Lanka’s fiscal situation unclear and not transparent – Indian expert

A top Indian economic expert said Sri Lanka's growth rate with inflation being so high in the country is an issue while the country’s fiscal situation is 'not too clear and transparent.'

Dr. Govinda Roa, a member of the Economic Advisory Council to the Prime Minister of India, speaking at a seminar at the UNDP Regional Centre in Colombo dthis week, said South Asia is the fastest growing region in the world despite having some of the lowest incomes. With the exception of Sri Lanka and Bhutan, the other South Asian countries have per capita incomes of less than US$1000 with India's per capita income at US$726, Pakistan's at US$711 and Nepal with US$272. Progressive fiscal reforms are needed for the region to improve its growth rate which is accelerating.

He said India's growth rate has averaged nine percent over the past three years. Pakistan has averaged a growth rate of seven percent during the same period and Bangladesh at 5.9 percent. In general, Rao added that inflation in the region is being kept in check.

The challenges which dominate the troubled region are mostly political and security related issues. India is confronting coalition political issues, Pakistan is dealing with a military dictatorship and Sri Lanka is faced with the ongoing ethnic conflict. Rao said that despite it being a troubled region, it is still growing. Due to these problems, governments tend to play a much greater role than in other countries which makes it difficult to raise revenues for the badly needed investments in the physical and social infrastructure. Moreover, money goes towards appeasing the special interest groups which makes the region a 'politically volatile environment.'

According to Rao, globalization adds to the problem because there is a need to provide competitive levels of infrastructure. Countries in the region think they simply provide fiscal incentives as a substitute but Rao said this will never work.

There must be comprehensive tax reforms which generate revenue in the least kind of distortions.

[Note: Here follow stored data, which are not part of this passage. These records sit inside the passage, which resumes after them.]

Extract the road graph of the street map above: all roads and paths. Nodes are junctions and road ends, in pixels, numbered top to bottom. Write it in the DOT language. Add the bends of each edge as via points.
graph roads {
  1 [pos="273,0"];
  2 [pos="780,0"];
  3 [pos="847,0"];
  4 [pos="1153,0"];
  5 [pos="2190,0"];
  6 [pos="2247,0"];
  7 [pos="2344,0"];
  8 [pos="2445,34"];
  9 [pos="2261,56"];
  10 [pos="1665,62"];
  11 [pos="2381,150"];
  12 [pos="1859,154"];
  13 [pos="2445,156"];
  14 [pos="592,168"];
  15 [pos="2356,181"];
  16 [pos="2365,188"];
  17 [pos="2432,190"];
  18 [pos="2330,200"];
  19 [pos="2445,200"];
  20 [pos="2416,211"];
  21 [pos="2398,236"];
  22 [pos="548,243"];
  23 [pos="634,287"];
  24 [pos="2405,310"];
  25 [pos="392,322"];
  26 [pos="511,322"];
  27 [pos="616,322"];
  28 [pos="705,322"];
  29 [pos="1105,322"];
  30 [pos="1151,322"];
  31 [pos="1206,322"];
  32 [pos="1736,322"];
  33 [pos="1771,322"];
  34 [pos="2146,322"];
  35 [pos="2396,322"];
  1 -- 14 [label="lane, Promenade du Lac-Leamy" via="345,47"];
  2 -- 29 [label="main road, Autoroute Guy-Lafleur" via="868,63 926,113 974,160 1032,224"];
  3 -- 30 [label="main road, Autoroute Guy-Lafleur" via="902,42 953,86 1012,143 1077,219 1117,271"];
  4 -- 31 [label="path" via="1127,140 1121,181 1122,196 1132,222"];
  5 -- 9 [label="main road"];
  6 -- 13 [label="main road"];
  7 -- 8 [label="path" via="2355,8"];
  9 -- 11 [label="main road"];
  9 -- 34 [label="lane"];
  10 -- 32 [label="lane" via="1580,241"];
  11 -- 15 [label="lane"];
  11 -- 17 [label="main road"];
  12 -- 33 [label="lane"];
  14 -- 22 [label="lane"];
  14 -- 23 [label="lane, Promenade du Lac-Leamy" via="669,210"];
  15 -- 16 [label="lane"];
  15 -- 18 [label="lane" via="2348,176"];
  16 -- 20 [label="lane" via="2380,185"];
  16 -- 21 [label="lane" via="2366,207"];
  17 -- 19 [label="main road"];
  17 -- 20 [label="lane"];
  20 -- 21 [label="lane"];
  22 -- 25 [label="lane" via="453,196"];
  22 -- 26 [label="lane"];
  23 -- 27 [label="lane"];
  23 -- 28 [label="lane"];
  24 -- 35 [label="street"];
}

In India, there is a lot of difficulty in decision-making because the political environment is not conducive to austere fiscal policy. Rao said tax policies, in general, have come out of the special interests from various political parties. He said the best way in which the region should approach taxes is to broaden the base, reduce the rate differences and have simple and transparent tax policies. Discriminatory policies do not work and for too long, there has been a pre-occupation with complicating the tax system. Rao also said that countries must focus on horizontal equity, not vertical equity.

The information system is the most important factor in tax policy and if done properly, tax compliance will remarkably improve. This includes increasing the probability of detection as well as increasing the penalty rate. In particular, Rao said that Value Added Tax (VAT) must be kept simple.

In Sri Lanka, Rao said the people working for the Inland Revenue Department in the provinces have absolutely no idea what the tax system is. He said it would be more prudent to have goods and services taxed at the federal level and have the provinces piggy back on it.

India has adopted a Fiscal Responsibility and Budget Management Act in which there is a finance commission which is headed by an eminent person appointed by the President.

There have been 12 commissions so far appointed for a five year term which worked out a fiscal restructuring plan which has seen a massive increase in income tax revenue. Rao said there was a 40 percent increase in income tax revenue last year alone.